Vioxx had been touted as a miracle drug, more effective than other painkillers like aspirin, Tylenol and ibuprofen, without side-effects like stomach irritation. In fact, it works no better than these over-the-counter pain killers; and it even carries the same risk of stomach upset.
But that's not the worst of it – Vioxx has been shown to raise risks of blood clot, heart attack, stroke – and death – among those who take it.
Vioxx's dangers finally got it pulled off the shelves – but it had been on the market for over 5 years, and was taken by over 1.3 million people in the United States alone.
Vioxx is no different from other brands of prescription pain relievers like Celebrex and Bextra. They all work the same way.
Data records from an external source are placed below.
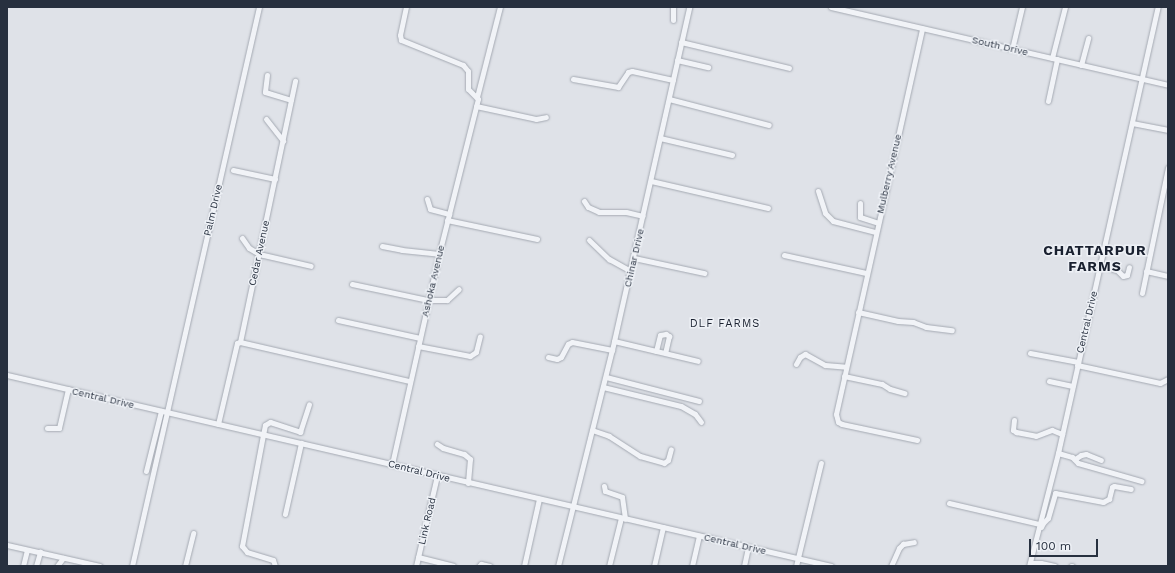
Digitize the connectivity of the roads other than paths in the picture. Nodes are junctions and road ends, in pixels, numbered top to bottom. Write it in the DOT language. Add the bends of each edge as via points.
graph roads {
  1 [pos="259,7"];
  2 [pos="406,7"];
  3 [pos="500,7"];
  4 [pos="673,7"];
  5 [pos="689,7"];
  6 [pos="832,7"];
  7 [pos="1022,7"];
  8 [pos="1065,7"];
  9 [pos="1158,7"];
  10 [pos="673,20"];
  11 [pos="922,28"];
  12 [pos="1088,38"];
  13 [pos="681,42"];
  14 [pos="1012,49"];
  15 [pos="1055,59"];
  16 [pos="677,60"];
  17 [pos="1081,65"];
  18 [pos="708,67"];
  19 [pos="789,68"];
  20 [pos="267,75"];
  21 [pos="573,79"];
  22 [pos="1142,79"];
  23 [pos="673,80"];
  24 [pos="295,81"];
  25 [pos="1168,84"];
  26 [pos="478,98"];
  27 [pos="669,99"];
  28 [pos="291,100"];
  29 [pos="1048,101"];
  30 [pos="476,106"];
  31 [pos="546,117"];
  32 [pos="266,119"];
  33 [pos="1132,123"];
  34 [pos="769,125"];
  35 [pos="1168,130"];
  36 [pos="660,138"];
  37 [pos="283,141"];
  38 [pos="732,155"];
  39 [pos="1168,168"];
  40 [pos="232,170"];
  41 [pos="275,179"];
  42 [pos="651,181"];
  43 [pos="818,191"];
  44 [pos="427,199"];
  45 [pos="584,201"];
  46 [pos="860,203"];
  47 [pos="768,208"];
  48 [pos="644,216"];
  49 [pos="448,217"];
  50 [pos="878,223"];
  51 [pos="876,232"];
  52 [pos="242,238"];
  53 [pos="537,239"];
  54 [pos="589,240"];
  55 [pos="382,246"];
  56 [pos="258,254"];
  57 [pos="439,254"];
  58 [pos="784,255"];
  59 [pos="634,258"];
  60 [pos="311,266"];
  61 [pos="1099,266"];
  62 [pos="1129,267"];
  63 [pos="631,271"];
  64 [pos="1146,271"];
  65 [pos="704,273"];
  66 [pos="866,274"];
  67 [pos="1168,276"];
  68 [pos="352,284"];
  69 [pos="459,290"];
  70 [pos="1142,293"];
  71 [pos="428,300"];
  72 [pos="858,312"];
  73 [pos="338,320"];
  74 [pos="952,330"];
  75 [pos="480,336"];
  76 [pos="420,338"];
  77 [pos="240,342"];
  78 [pos="614,342"];
  79 [pos="418,346"];
  80 [pos="612,350"];
  81 [pos="656,351"];
  82 [pos="1030,353"];
  83 [pos="665,354"];
  84 [pos="548,357"];
  85 [pos="698,361"];
  86 [pos="796,364"];
  87 [pos="1077,364"];
  88 [pos="846,367"];
  89 [pos="7,375"];
  90 [pos="844,376"];
  91 [pos="606,377"];
  92 [pos="1168,379"];
  93 [pos="410,381"];
  94 [pos="1049,381"];
  95 [pos="1072,386"];
  96 [pos="603,387"];
  97 [pos="68,389"];
  98 [pos="904,393"];
  99 [pos="699,401"];
  100 [pos="309,404"];
  101 [pos="161,411"];
  102 [pos="167,412"];
  103 [pos="1014,420"];
  104 [pos="701,422"];
  105 [pos="218,424"];
  106 [pos="47,428"];
  107 [pos="592,430"];
  108 [pos="1062,434"];
  109 [pos="263,435"];
  110 [pos="917,440"];
  111 [pos="301,443"];
  112 [pos="437,444"];
  113 [pos="671,449"];
  114 [pos="1058,453"];
  115 [pos="1075,459"];
  116 [pos="1102,460"];
  117 [pos="821,463"];
  118 [pos="392,464"];
  119 [pos="146,471"];
  120 [pos="437,476"];
  121 [pos="1141,481"];
  122 [pos="468,483"];
  123 [pos="604,486"];
  124 [pos="1131,489"];
  125 [pos="539,499"];
  126 [pos="949,503"];
  127 [pos="572,507"];
  128 [pos="285,514"];
  129 [pos="623,519"];
  130 [pos="1039,524"];
  131 [pos="663,527"];
  132 [pos="193,533"];
  133 [pos="1037,534"];
  134 [pos="699,536"];
  135 [pos="914,542"];
  136 [pos="7,545"];
  137 [pos="748,547"];
  138 [pos="27,550"];
  139 [pos="40,552"];
  140 [pos="63,558"];
  141 [pos="418,558"];
  142 [pos="798,558"];
  143 [pos="1030,564"];
  144 [pos="23,566"];
  145 [pos="36,566"];
  146 [pos="57,566"];
  147 [pos="100,566"];
  148 [pos="132,566"];
  149 [pos="185,566"];
  150 [pos="275,566"];
  151 [pos="416,566"];
  152 [pos="453,566"];
  153 [pos="479,566"];
  154 [pos="490,566"];
  155 [pos="524,566"];
  156 [pos="558,566"];
  157 [pos="609,566"];
  158 [pos="654,566"];
  159 [pos="692,566"];
  160 [pos="744,566"];
  161 [pos="796,566"];
  162 [pos="831,566"];
  163 [pos="891,566"];
  164 [pos="1055,566"];
  1 -- 102 [label="street, Palm Drive"];
  2 -- 26 [label="street" via="401,40 463,65 468,71 468,89"];
  3 -- 26 [label="street, Ashoka Avenue"];
  4 -- 10 [label="street"];
  5 -- 13 [label="street, Chinar Drive"];
  6 -- 11 [label="street, South Drive"];
  7 -- 14 [label="street"];
  8 -- 15 [label="street"];
  9 -- 22 [label="street, Central Drive"];
  11 -- 14 [label="street, South Drive"];
  11 -- 50 [label="street, Mulberry Avenue"];
  12 -- 17 [label="street"];
  13 -- 16 [label="street, Chinar Drive"];
  13 -- 19 [label="street"];
  14 -- 15 [label="street, South Drive"];
  15 -- 17 [label="street, South Drive"];
  15 -- 29 [label="street"];
  16 -- 18 [label="street"];
  16 -- 23 [label="street, Chinar Drive"];
  17 -- 22 [label="street, South Drive"];
  20 -- 28 [label="street" via="265,92"];
  21 -- 23 [label="street" via="618,87 628,72 632,71"];
  22 -- 25 [label="street, South Drive"];
  22 -- 33 [label="street, Central Drive"];
  23 -- 27 [label="street, Chinar Drive"];
  24 -- 28 [label="street, Cedar Avenue"];
  26 -- 30 [label="street, Ashoka Avenue"];
  27 -- 34 [label="street"];
  27 -- 36 [label="street, Chinar Drive"];
  28 -- 37 [label="street, Cedar Avenue"];
  30 -- 31 [label="street" via="536,119"];
  30 -- 49 [label="street, Ashoka Avenue"];
  32 -- 37 [label="street"];
  33 -- 35 [label="street"];
  33 -- 61 [label="street, Central Drive"];
  36 -- 38 [label="street"];
  36 -- 42 [label="street, Chinar Drive"];
  37 -- 41 [label="street, Cedar Avenue"];
  39 -- 64 [label="street"];
  40 -- 41 [label="street"];
  41 -- 56 [label="street, Cedar Avenue"];
  42 -- 47 [label="street"];
  42 -- 48 [label="street, Chinar Drive"];
  43 -- 51 [label="street" via="825,213 833,221"];
  44 -- 49 [label="street" via="430,209"];
  45 -- 48 [label="street" via="588,207 599,212 626,212"];
  46 -- 50 [label="street" via="860,217"];
  48 -- 59 [label="street, Chinar Drive"];
  49 -- 53 [label="street"];
  49 -- 57 [label="street, Ashoka Avenue"];
  50 -- 51 [label="street, Mulberry Avenue"];
  51 -- 66 [label="street, Mulberry Avenue"];
  52 -- 56 [label="street" via="249,248"];
  54 -- 63 [label="street" via="609,259"];
  55 -- 57 [label="street"];
  56 -- 60 [label="street"];
  56 -- 77 [label="street, Cedar Avenue"];
  57 -- 71 [label="street, Ashoka Avenue"];
  58 -- 66 [label="street"];
  59 -- 63 [label="street, Chinar Drive"];
  59 -- 65 [label="street"];
  61 -- 62 [label="street" via="1117,270 1123,276 1127,275"];
  61 -- 87 [label="street, Central Drive"];
  63 -- 78 [label="street, Chinar Drive"];
  64 -- 67 [label="street"];
  64 -- 70 [label="street"];
  66 -- 72 [label="street, Mulberry Avenue"];
  68 -- 71 [label="street"];
  69 -- 71 [label="street" via="447,300"];
  71 -- 76 [label="street, Ashoka Avenue"];
  72 -- 74 [label="street"];
  72 -- 88 [label="street, Mulberry Avenue"];
  73 -- 76 [label="street"];
  75 -- 79 [label="street" via="476,352 470,356"];
  76 -- 79 [label="street, Ashoka Avenue"];
  77 -- 93 [label="street"];
  77 -- 105 [label="street, Cedar Avenue"];
  78 -- 80 [label="street, Chinar Drive"];
  78 -- 81 [label="street"];
  79 -- 93 [label="street, Ashoka Avenue"];
  80 -- 84 [label="street" via="572,342 568,344 561,357"];
  80 -- 91 [label="street, Chinar Drive"];
  81 -- 83 [label="street"];
  81 -- 83 [label="street" via="660,335 666,334 669,336"];
  82 -- 87 [label="street"];
  83 -- 85 [label="street"];
  86 -- 88 [label="street" via="805,354 825,365"];
  87 -- 92 [label="street" via="1160,384"];
  87 -- 95 [label="street, Central Drive"];
  88 -- 90 [label="street, Mulberry Avenue"];
  89 -- 97 [label="street, Central Drive"];
  90 -- 98 [label="street" via="882,384 890,390"];
  90 -- 110 [label="street, Mulberry Avenue" via="836,414 838,422"];
  91 -- 96 [label="street, Chinar Drive"];
  91 -- 99 [label="street"];
  93 -- 118 [label="street, Ashoka Avenue"];
  94 -- 95 [label="street"];
  95 -- 108 [label="street, Central Drive"];
  96 -- 104 [label="street" via="681,406 695,414"];
  96 -- 107 [label="street, Chinar Drive"];
  97 -- 101 [label="street, Central Drive"];
  97 -- 106 [label="street" via="59,428"];
  100 -- 109 [label="street" via="300,432 270,422 265,425"];
  101 -- 102 [label="street, Central Drive"];
  101 -- 119 [label="street"];
  102 -- 105 [label="street, Central Drive"];
  102 -- 148 [label="street, Palm Drive"];
  103 -- 108 [label="street" via="1013,430 1016,432 1036,436 1052,430"];
  105 -- 109 [label="street, Central Drive"];
  107 -- 113 [label="street" via="609,436 640,456 664,463 668,460"];
  107 -- 127 [label="street, Chinar Drive"];
  108 -- 114 [label="street, Central Drive"];
  109 -- 111 [label="street, Central Drive"];
  109 -- 150 [label="street" via="242,546 247,552 274,560"];
  111 -- 118 [label="street, Central Drive"];
  111 -- 128 [label="street"];
  112 -- 122 [label="street" via="470,459"];
  114 -- 115 [label="street"];
  114 -- 130 [label="street, Central Drive"];
  115 -- 116 [label="street" via="1086,454"];
  115 -- 121 [label="street" via="1080,464"];
  117 -- 142 [label="street"];
  118 -- 120 [label="street, Central Drive"];
  120 -- 122 [label="street, Central Drive"];
  120 -- 141 [label="street, Link Road"];
  122 -- 125 [label="street, Central Drive"];
  123 -- 129 [label="street" via="605,491 623,499"];
  124 -- 133 [label="street" via="1114,486 1109,499 1102,502 1055,493 1048,518 1042,523"];
  125 -- 127 [label="street, Central Drive"];
  125 -- 155 [label="street"];
  126 -- 130 [label="street"];
  127 -- 129 [label="street, Central Drive"];
  127 -- 156 [label="street, Chinar Drive"];
  129 -- 131 [label="street, Central Drive"];
  129 -- 157 [label="street"];
  130 -- 133 [label="street, Central Drive"];
  131 -- 134 [label="street, Central Drive"];
  131 -- 158 [label="street"];
  132 -- 149 [label="street"];
  133 -- 143 [label="street, Central Drive"];
  134 -- 137 [label="street, Central Drive"];
  134 -- 159 [label="street"];
  135 -- 163 [label="street" via="907,542 898,548"];
  136 -- 138 [label="street"];
  137 -- 142 [label="street, Central Drive"];
  137 -- 160 [label="street"];
  138 -- 139 [label="street"];
  138 -- 144 [label="street"];
  139 -- 140 [label="street"];
  139 -- 145 [label="street"];
  140 -- 146 [label="street"];
  140 -- 147 [label="street"];
  141 -- 151 [label="street, Link Road"];
  141 -- 152 [label="street"];
  142 -- 161 [label="street"];
  142 -- 162 [label="street, Central Drive"];
  143 -- 164 [label="street"];
  153 -- 154 [label="street"];
}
So, if Vioxx raises risks of heart disease, it's a good bet the others do, too.
In fact, the group Public Citizen has already come out with a warning that Bextra shows the same serious safety problems that Vioxx does.
The only ones who benefit from these drugs are the drug companies themselves. Unlike other pain relievers, they're patented. The drug companies each own their specific variety, so they control the price. And they've made a killing on these drugs, which are MUCH more expensive than other pain killers.
Merck is just like all the other pharmaceuticals, marketing their versions of Vioxx: it didn't spend money on research to find a product that was safer and more effective. It did it to find a drug that it could control, patent, and market – while charging ridiculously high prices for it. Even though the drug was NOT any more effective than aspirin – and MUCH more dangerous.
For pharmaceutical companies like Merck, their first thought is not the health of the patient, but the health of their profits. And they don't care how much blood their money is covered with.